Many of the above commands depend on more fundamental commands, particularly commands to pull down and preprocess XML from the Federal Register and GPO. These commands are automatically called to fulfill dependencies generated by the above commands, but can also be executed separately. This is particularly useful if you need to re-import modified data.

  • preprocess_notice - Given a final rule’s document number, find the relevant XML (on disk or from the Federal Register), run it through a few preprocessing steps and save the results into the index’s notice_xml directory.
  • fetch_annual_edition - Given identifiers for which regulation and year, pull down the relevant XML, run it through the same preprocessing steps, and store the result into the index’s annual directory.
  • parse_rule_changes - Given a final rule’s document number, convert the relevant XML file into a representation of the amendments, i.e. the instructions describing how the regulations is changing. Output stored in the index’s rule_changes directory.
  • fetch_sxs - Find and parse the “Section-by-Section Analyses” which are present in final rule associated with the provided document number. These are used to generate the SxS layer. Results stored in the index’s sxs directory.

Tools

  • clear - Removes content from the index. Useful if you have tweaked the parser’s workings. Additional parameters can describe specific directories you would like to remove.
  • compare_to - This command compares a set of local JSON files with a known copy, as stored in an instance of regulations-core (the API). The command will compare the requested JSON files and provide an interface for seeing the differences, if present.

Developer Tasks

Building the documentation

For most tweaks, you will simply need to run the Sphinx documentation builder again.

pip install Sphinx
cd docs
make dirhtml

The output will be in docs/_build/dirhtml.
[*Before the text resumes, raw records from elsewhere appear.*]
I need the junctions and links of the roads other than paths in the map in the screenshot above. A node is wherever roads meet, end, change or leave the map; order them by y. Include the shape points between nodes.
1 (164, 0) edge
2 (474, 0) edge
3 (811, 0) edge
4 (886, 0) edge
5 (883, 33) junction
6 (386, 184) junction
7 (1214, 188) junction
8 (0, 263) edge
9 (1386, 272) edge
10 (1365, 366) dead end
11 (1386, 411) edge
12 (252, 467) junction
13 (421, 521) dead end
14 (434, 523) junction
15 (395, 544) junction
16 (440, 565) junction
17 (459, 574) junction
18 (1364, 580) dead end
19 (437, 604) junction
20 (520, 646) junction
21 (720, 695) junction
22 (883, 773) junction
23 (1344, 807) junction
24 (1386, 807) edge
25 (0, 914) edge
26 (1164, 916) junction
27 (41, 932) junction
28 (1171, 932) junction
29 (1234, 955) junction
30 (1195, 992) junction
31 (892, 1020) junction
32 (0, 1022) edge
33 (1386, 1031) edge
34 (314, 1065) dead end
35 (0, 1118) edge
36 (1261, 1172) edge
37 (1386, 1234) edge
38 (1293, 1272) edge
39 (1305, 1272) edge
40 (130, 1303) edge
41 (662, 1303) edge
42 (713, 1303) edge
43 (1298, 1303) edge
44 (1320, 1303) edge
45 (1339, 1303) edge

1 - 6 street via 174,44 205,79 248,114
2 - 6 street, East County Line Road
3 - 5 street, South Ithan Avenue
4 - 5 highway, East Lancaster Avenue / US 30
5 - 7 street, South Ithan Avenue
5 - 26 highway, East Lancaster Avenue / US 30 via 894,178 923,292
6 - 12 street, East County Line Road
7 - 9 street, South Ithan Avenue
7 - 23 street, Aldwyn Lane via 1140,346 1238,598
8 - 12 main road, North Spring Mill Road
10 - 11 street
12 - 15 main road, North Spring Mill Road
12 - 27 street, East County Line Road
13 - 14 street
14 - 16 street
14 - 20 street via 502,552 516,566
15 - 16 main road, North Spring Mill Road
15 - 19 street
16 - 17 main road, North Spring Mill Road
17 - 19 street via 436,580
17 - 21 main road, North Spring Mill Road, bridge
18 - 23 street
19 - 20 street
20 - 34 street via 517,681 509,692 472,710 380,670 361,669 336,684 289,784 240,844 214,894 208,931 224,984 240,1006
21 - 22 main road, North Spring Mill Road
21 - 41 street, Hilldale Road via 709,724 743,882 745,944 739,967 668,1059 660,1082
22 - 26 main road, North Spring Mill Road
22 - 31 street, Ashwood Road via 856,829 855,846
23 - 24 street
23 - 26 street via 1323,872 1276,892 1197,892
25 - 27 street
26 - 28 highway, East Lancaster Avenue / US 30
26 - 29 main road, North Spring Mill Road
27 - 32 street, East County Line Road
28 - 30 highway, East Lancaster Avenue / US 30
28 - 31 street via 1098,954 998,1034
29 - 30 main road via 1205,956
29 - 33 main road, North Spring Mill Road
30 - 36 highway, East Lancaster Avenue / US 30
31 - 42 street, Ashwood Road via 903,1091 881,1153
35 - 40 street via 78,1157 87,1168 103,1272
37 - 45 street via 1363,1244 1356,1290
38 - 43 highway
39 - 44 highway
If you are adding new modules, you may need to re-run the skeleton build script first:

pip install Sphinx
sphinx-apidoc -F -o docs regparser/

Running Tests

As the parser is a complex beast, it has several hundred unit tests to help catch regressions. To run those tests, make sure you have first added all of the development requirements:

pip install -r requirements_dev.txt

Then, run py.test on all of the available unit tests:

py.test

If you’d like a report of test coverage, use the pytest-cov plugin:

py.test --cov-report term-missing --cov regparser

Note also that this library is continuously tested via Travis. Pull requests should rarely be merged unless Travis gives the green light.

Additional Details

Here, we dive a bit deeper into some of the topics around the parser, so that you may use it in a production setting. We apologize in advance for somewhat out-of-date documentation.

Parsing Workflow

The parser first reads the file passed to it as a parameter and attempts to parse that into a structured tree of subparts, sections, paragraphs, etc. Following this, it will make a call to the Federal Register’s API, retrieving a list of final rules (i.e. changes) that apply to this regulation. It then writes/saves parsed versions of those notices.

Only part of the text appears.